● **EXERCISE**:
In the entries below, every line with the string "Mukanya" is to be reported.

● **RECORDS FOR PROCESSING**:
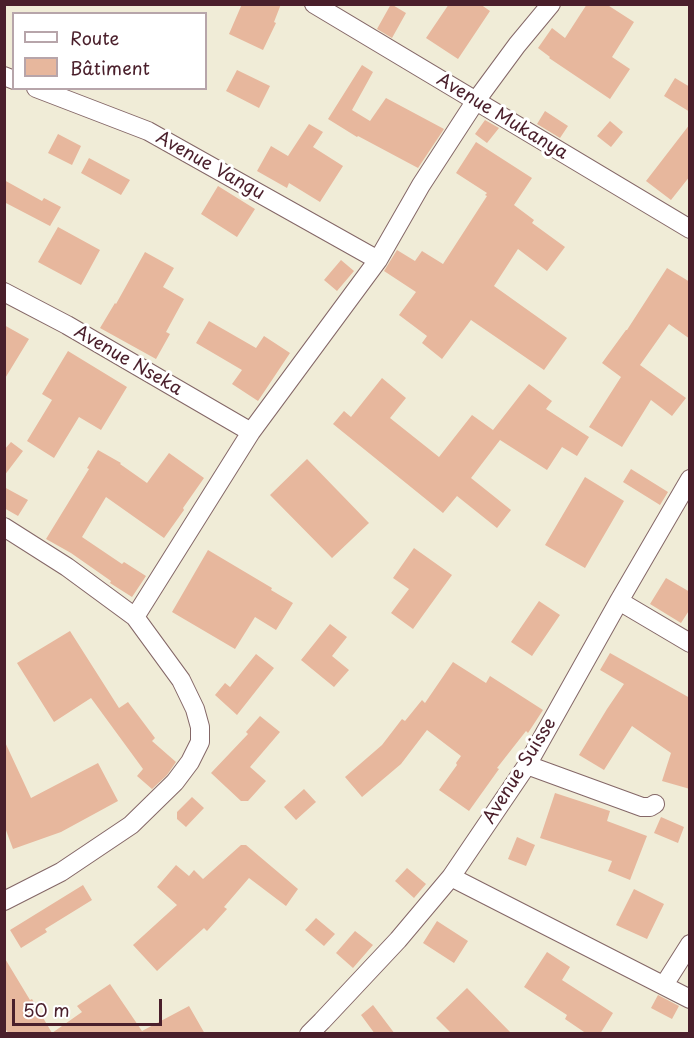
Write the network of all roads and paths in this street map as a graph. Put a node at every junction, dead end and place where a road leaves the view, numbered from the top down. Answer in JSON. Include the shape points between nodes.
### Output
{"nodes":[{"id":1,"x":314,"y":4,"type":"edge"},
{"id":2,"x":551,"y":4,"type":"edge"},
{"id":3,"x":41,"y":90,"type":"edge"},
{"id":4,"x":475,"y":102,"type":"junction"},
{"id":5,"x":690,"y":229,"type":"edge"},
{"id":6,"x":378,"y":260,"type":"junction"},
{"id":7,"x":4,"y":292,"type":"edge"},
{"id":8,"x":251,"y":432,"type":"junction"},
{"id":9,"x":690,"y":479,"type":"edge"},
{"id":10,"x":4,"y":527,"type":"edge"},
{"id":11,"x":619,"y":601,"type":"junction"},
{"id":12,"x":135,"y":617,"type":"junction"},
{"id":13,"x":690,"y":643,"type":"edge"},
{"id":14,"x":527,"y":765,"type":"junction"},
{"id":15,"x":656,"y":804,"type":"dead end"},
{"id":16,"x":451,"y":877,"type":"junction"},
{"id":17,"x":4,"y":901,"type":"edge"},
{"id":18,"x":690,"y":944,"type":"edge"},
{"id":19,"x":664,"y":985,"type":"junction"},
{"id":20,"x":690,"y":999,"type":"edge"},
{"id":21,"x":309,"y":1034,"type":"edge"}],
"edges":[{"from":1,"to":4,"type":"street","name":"Avenue Mukanya"},
{"from":2,"to":4,"type":"street"},
{"from":3,"to":6,"type":"street","name":"Avenue Vangu","via":[[148,131]]},
{"from":4,"to":5,"type":"street","name":"Avenue Mukanya"},
{"from":4,"to":6,"type":"street"},
{"from":6,"to":8,"type":"street"},
{"from":7,"to":8,"type":"street","name":"Avenue Nseka"},
{"from":8,"to":12,"type":"street"},
{"from":9,"to":11,"type":"street","name":"Avenue Suisse"},
{"from":10,"to":12,"type":"street"},
{"from":11,"to":13,"type":"street"},
{"from":11,"to":14,"type":"street","name":"Avenue Suisse"},
{"from":12,"to":17,"type":"street","via":[[181,681],[195,709],[200,742],[176,782],[131,825],[61,872]]},
{"from":14,"to":15,"type":"street","via":[[642,807]]},
{"from":14,"to":16,"type":"street","name":"Avenue Suisse"},
{"from":16,"to":19,"type":"street"},
{"from":16,"to":21,"type":"street","name":"Avenue Suisse"},
{"from":18,"to":19,"type":"street"},
{"from":19,"to":20,"type":"street"}]}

● **EXERCISE ANSWER**:
"edges":[{"from":1,"to":4,"type":"street","name":"Avenue Mukanya"},
{"from":4,"to":5,"type":"street","name":"Avenue Mukanya"},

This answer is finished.